La migration ne va en effet pas toujours de soi, que ce soit pour le migrant, pour sa famille, pour la population et le territoire qu'il quitte comme pour la population et le territoire qu'il rejoint. La migration peut être tout autant "subie" que "choisie" par le migrant, avant même que ces termes ne s'appliquent à l'immigration du point de vue de l'Etat de destination. La "fuite des cerveaux", et de manière plus préoccupante encore le départ massif d'hommes et de femmes au fait de leurs capacités économiques, peut mettre en péril le développement même des territoires d'émigration. L'intégration du migrant au sein de la population de destination n'est pas toujours facile, ni pour celui-là ni pour celle-ci.



Et pourtant la migration reste porteuse de promesses et de chances pour tous, notamment parce qu'elle concrétise à sa mesure le partage et l'échange entre les individus, les peuples, les nations.

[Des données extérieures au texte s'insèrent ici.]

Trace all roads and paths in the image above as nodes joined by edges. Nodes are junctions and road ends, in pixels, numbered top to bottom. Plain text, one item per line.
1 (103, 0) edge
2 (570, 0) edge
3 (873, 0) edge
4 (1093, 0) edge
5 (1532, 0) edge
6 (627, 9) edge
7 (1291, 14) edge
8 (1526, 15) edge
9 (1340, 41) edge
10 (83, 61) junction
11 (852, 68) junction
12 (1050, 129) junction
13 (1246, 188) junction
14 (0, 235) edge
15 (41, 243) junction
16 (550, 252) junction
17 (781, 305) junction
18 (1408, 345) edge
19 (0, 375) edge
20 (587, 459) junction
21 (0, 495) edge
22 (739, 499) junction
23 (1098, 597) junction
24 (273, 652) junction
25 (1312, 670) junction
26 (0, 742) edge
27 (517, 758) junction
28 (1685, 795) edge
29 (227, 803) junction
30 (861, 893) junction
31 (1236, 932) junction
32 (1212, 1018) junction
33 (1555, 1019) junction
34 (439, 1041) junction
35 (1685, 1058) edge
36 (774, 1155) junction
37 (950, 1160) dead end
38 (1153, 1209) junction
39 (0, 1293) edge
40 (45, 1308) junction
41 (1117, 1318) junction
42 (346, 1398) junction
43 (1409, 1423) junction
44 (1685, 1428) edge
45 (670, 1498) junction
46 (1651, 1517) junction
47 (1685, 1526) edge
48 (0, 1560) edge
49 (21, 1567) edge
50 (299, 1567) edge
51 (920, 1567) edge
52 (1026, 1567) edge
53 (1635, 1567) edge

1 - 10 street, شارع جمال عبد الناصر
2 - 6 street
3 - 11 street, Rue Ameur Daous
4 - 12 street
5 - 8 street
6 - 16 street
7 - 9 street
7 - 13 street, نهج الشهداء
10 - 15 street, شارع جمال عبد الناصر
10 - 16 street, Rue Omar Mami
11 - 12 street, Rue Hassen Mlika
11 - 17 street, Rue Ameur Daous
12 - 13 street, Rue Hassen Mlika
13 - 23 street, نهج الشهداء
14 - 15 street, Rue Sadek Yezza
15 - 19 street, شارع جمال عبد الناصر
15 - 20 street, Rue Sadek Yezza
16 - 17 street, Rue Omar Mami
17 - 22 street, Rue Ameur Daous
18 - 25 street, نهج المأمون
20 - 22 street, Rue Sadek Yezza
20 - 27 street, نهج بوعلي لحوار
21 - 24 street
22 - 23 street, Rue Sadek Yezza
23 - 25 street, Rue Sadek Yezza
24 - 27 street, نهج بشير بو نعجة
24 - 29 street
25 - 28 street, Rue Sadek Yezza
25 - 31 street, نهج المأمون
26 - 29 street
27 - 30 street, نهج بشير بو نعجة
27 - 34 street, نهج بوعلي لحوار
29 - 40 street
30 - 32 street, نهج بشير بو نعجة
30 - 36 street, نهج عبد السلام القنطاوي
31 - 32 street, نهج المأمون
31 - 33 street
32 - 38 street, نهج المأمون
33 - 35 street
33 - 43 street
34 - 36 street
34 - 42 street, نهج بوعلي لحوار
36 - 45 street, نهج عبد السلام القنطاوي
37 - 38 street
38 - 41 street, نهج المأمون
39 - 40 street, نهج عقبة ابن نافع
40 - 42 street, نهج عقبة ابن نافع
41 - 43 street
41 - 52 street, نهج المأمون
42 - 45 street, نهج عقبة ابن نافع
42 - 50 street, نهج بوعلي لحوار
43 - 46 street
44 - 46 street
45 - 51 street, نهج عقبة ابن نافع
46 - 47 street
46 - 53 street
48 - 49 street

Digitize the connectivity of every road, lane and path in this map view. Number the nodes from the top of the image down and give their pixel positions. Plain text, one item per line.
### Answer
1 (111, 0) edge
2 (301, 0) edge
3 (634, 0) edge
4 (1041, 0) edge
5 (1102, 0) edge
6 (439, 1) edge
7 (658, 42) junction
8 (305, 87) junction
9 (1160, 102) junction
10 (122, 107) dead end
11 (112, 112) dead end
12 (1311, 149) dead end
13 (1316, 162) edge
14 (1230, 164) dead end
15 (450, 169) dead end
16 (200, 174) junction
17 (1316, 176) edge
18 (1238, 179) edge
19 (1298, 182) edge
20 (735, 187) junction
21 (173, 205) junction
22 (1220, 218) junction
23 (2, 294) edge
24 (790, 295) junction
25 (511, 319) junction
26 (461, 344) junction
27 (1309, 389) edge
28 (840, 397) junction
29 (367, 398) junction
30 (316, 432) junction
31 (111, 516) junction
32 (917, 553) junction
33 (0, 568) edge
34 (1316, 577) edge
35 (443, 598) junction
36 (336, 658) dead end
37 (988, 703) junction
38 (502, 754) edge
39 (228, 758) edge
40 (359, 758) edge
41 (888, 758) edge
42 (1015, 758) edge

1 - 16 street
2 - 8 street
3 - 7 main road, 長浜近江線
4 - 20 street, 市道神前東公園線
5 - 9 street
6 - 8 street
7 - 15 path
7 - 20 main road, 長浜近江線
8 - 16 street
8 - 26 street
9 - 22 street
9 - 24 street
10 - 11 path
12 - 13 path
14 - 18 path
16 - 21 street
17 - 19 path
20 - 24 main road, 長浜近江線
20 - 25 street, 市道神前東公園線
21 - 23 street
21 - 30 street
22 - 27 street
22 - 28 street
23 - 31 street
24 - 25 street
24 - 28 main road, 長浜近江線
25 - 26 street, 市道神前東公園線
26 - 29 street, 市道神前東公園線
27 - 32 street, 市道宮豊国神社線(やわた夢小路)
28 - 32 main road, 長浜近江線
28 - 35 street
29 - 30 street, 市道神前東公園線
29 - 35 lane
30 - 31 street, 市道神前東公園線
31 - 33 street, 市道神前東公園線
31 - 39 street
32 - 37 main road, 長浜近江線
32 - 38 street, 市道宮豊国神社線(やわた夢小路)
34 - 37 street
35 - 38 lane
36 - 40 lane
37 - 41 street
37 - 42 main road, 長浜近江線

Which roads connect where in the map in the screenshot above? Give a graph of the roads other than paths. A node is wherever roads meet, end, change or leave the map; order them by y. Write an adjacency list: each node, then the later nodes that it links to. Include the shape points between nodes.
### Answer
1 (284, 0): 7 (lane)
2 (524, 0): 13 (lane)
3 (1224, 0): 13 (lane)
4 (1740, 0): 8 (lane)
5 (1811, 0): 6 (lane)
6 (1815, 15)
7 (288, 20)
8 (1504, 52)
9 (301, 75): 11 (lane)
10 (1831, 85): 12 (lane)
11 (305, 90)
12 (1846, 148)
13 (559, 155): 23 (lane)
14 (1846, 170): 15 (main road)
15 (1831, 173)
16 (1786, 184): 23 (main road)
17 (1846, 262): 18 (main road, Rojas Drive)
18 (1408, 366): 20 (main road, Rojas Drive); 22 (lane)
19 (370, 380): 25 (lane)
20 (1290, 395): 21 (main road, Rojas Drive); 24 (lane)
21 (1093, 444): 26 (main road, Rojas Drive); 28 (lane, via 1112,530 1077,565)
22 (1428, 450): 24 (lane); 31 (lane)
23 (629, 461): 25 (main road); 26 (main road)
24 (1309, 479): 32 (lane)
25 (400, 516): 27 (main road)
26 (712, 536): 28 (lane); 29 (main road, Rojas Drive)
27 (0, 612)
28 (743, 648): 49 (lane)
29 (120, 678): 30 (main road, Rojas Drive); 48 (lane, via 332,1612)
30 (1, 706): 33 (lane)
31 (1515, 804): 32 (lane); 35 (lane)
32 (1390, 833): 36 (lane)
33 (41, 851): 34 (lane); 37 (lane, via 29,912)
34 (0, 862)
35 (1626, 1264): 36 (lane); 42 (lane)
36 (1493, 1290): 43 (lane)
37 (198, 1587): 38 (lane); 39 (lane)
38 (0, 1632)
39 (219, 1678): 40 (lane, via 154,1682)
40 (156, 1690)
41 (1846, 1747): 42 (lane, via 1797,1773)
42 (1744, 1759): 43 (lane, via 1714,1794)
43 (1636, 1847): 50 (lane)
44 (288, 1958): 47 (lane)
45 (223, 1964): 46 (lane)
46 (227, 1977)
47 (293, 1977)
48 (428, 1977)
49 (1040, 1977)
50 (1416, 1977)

Par le nombre de personnes qu'elle touche, la migration est véritablement un "sujet public", et doit être traitée comme tel par des politiques publiques appropriées. L'aspiration à un droit humain à se déplacer au sein et entre des pays ne peut raisonnablement se réaliser en dehors de cadres normatifs. Sur ce sujet comme sur beaucoup d'autres, "c'est la liberté qui opprime et la loi qui affranchit" (Henri Lacordaire).



Seulement, un grand nombre de dispositions publiques actuelles visant à "réguler" la migration aboutissent à des monstruosités pour toutes celles et ceux qui se réclament de l'humanisme, et plus particulièrement de la devise de la République française. On se retrouve avec une migration aux multiples vitesses, scandaleusement inégalitaire, et avec un traitement du migrant moins désiré propre à susciter une légitime indignation. Plus grave sans doute, le Nord se mure, physiquement comme culturellement, pendant que le Sud est cantonné, ouvrant la voie au désespoir d'une partie de sa population et, partant, à des extrémismes mortifères. Et pour achever le tableau, sur ce cortège funèbre s'étend de surcroit l'ombre de la xénophobie et du racisme, entretenue par les pompiers-pyromanes de la politique du caniveau.



Il est intéressant de relever ici à quel point la mondialisation néo-libérale échoue idéologiquement à apporter une réponse satisfaisante aux enjeux posés par la migration. En consacrant une inégalité de richesse toujours croissante entre individus et entre territoires, elle est la cause d'une grande part de la pression migratoire qui, par son aspect massif, encourage des mesures démesurément dures à l'égard de certains migrants, mesures dont les néo-libéraux semblent s'accomoder malgré la dérogation qu'elles constituent au principe du libre mouvement des capitaux, des biens et des services, et des personnes. Ce faisant, elle démontre par l'absurde (le refus hétérodoxe de la libre circulation des personnes) l'inanité sociale, environnementale, etc. de la libre circulation des capitaux, des biens et des services.



La social-démocratie européenne ne propose pas encore de réponses satisfaisantes aux défis posés par la migration (en l'occurrence, et de son point de vue, l'immigration "subie"). Elle se retrouve souvent coincée entre ses valeurs internationalistes et humanistes, et les difficultés que présentent, par leur degré et par leur nature, les migrations d'aujourd'hui. Très perméable, jusqu'à un passé récent, aux thèses néo-libérales, elle prend tout juste conscience de l'ampleur du travail et du temps qui seront nécessaires à la fondation de nouveaux modèles économiques et de développement, susceptibles, entre autres, de réduire la pression migratoire, et peine à imaginer les caractéristiques possibles d'une gestion migratoire de transition.



Le Parti Socialiste lui-même (voir Position du BN - immigration et situation des travailleurs sans papiers, 24/11/2009, en pièce jointe), s'il reste ferme sur ses principes, ne convainc qu'imparfaitement sur la pertinence des mesures qu'il propose, qui plus est avec peu d'écho.



L'initiative militante d'élaboration collective d'un texte de propositions politiques sur le thème "mondialisation et migration" se propose de participer à l'émergence d'une politique française et européenne de migration à la fois conforme à nos valeurs et adaptée aux réalités.